Another approach closely related to ours is that of RELAX[19], which is based on the automata-theoretic characterization of regular tree languages formulated in [18]. In RELAX, a specification expresses a nondeterministic tree automaton. In order to decide whether a given document is accepted by the automaton, an efficient algorithm must work bottom-up in order to carry out a subset construction on the fly. We depart fundamentally from RELAX on this point: we chose to make DSDs similar to deterministic, top-down automata--otherwise, it would not be obvious how DSDs could become a foundation for CSS extended to arbitrary XML. With our semantics, defaults are inserted deterministically as a part of the parsing process; had we chosen a more general automaton model, default insertion would become very complex--seemingly amounting to the solution of a kind of system of equations. Indeed, RELAX is suggested as a notation that is explicitly designed not to support default insertions. We disagree: declarative default mechanisms are so important that they must be supported by the semantics of the schema notation.
Our notion of constraint assignment is superficially similar to the way automata states are assigned by RELAX to nodes of the XML tree; also, we use the idea of[18] to express the transition relation by regular expressions over automata states. However, our current semantics is that of a parsing process, not that of automata theory. (We may in the future decide on a purer semantics, although we are committed to a top-down approach.)
We know of no other work that have suggested a generalization of CSS based on a schema notation; the Simple Tree Transformation Language outlined in[12] seems similar in ambition but is based on a more operational, and explicit, semantics.
The DSD notation is similar in some respects to the XSLT transformation language: both employ a top-down traversal of a tree based on testing properties, such as attribute values, of a current node and its ancestors. They differ in that the XSLT expression language is more powerful (so that more properties can be tested), the output may look very different from the input (whereas DSDs only insert element and attribute default), and that there are no unique named constraints assigned to nodes during parsing. DSD with its more restricted formal apparatus allow features such as CSS-like defaults, linear parsing, and redefinitions, which are hard to achieve with XSLT.
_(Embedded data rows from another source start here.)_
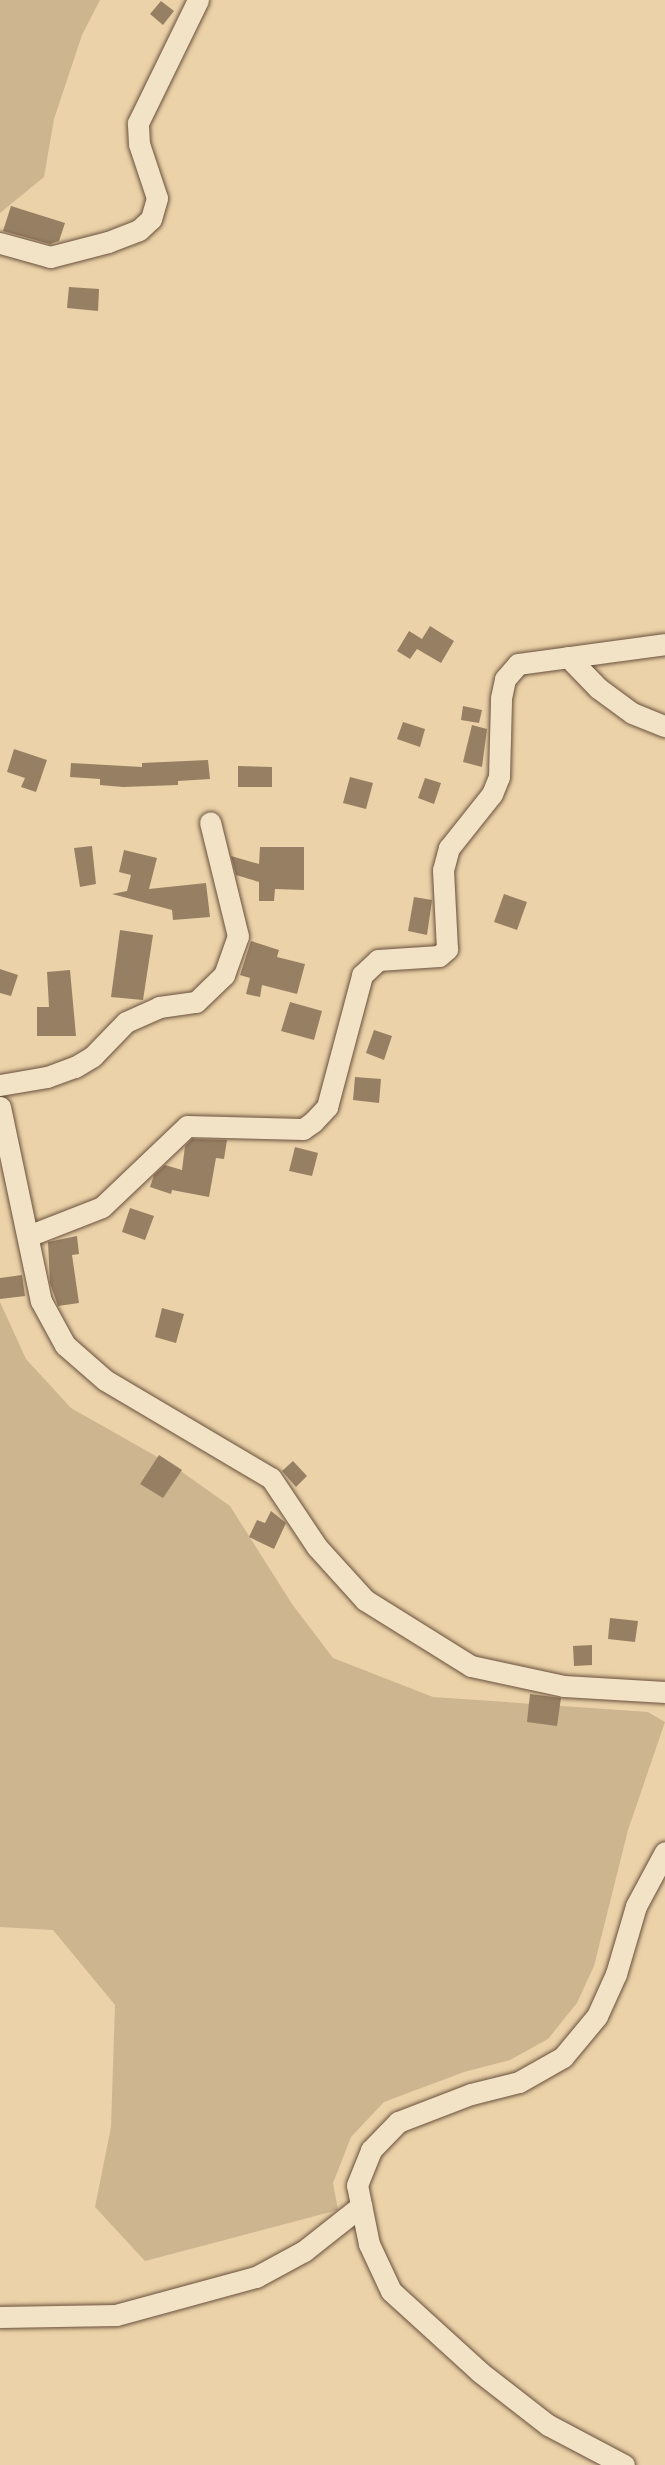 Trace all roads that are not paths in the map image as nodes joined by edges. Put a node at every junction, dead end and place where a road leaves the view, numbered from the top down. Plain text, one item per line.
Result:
1 (198, 0) edge
2 (0, 243) edge
3 (665, 644) edge
4 (568, 657) junction
5 (665, 726) edge
6 (210, 822) dead end
7 (0, 1085) edge
8 (0, 1107) edge
9 (28, 1236) junction
10 (665, 1692) edge
11 (665, 1852) edge
12 (361, 2206) junction
13 (0, 2317) edge
14 (624, 2465) edge

1 - 2 street
3 - 4 street
4 - 5 street
4 - 9 street
6 - 7 street
8 - 9 street
9 - 10 street
11 - 12 street
12 - 13 street
12 - 14 street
Similarly, the Schematron[14] proposal is not based on grammatical structures, but uses patterns expressed in XPath/XSLT to impose collections of individual requirements that could possibly be used in conjunction with grammar-based schema notations.
A well-formed XML document is represented as a tree. The leaf nodes correspond to empty elements, chardata, processing instructions, and comments. The internal nodes correspond to non-empty elements. DTD information is not represented. Each element is label-led with a name and a set of attributes, each consisting of a name and a value. Names, values, and chardata are strings.
Child nodes are ordered. The content of an element is the sequence of its child nodes. The context of a node is the path of nodes from the root of the tree to the node itself. Element nodes are ordered: An element v is before an element w if the start tag of v occurs before the start tag of w in the usual textual representation of the XML tree.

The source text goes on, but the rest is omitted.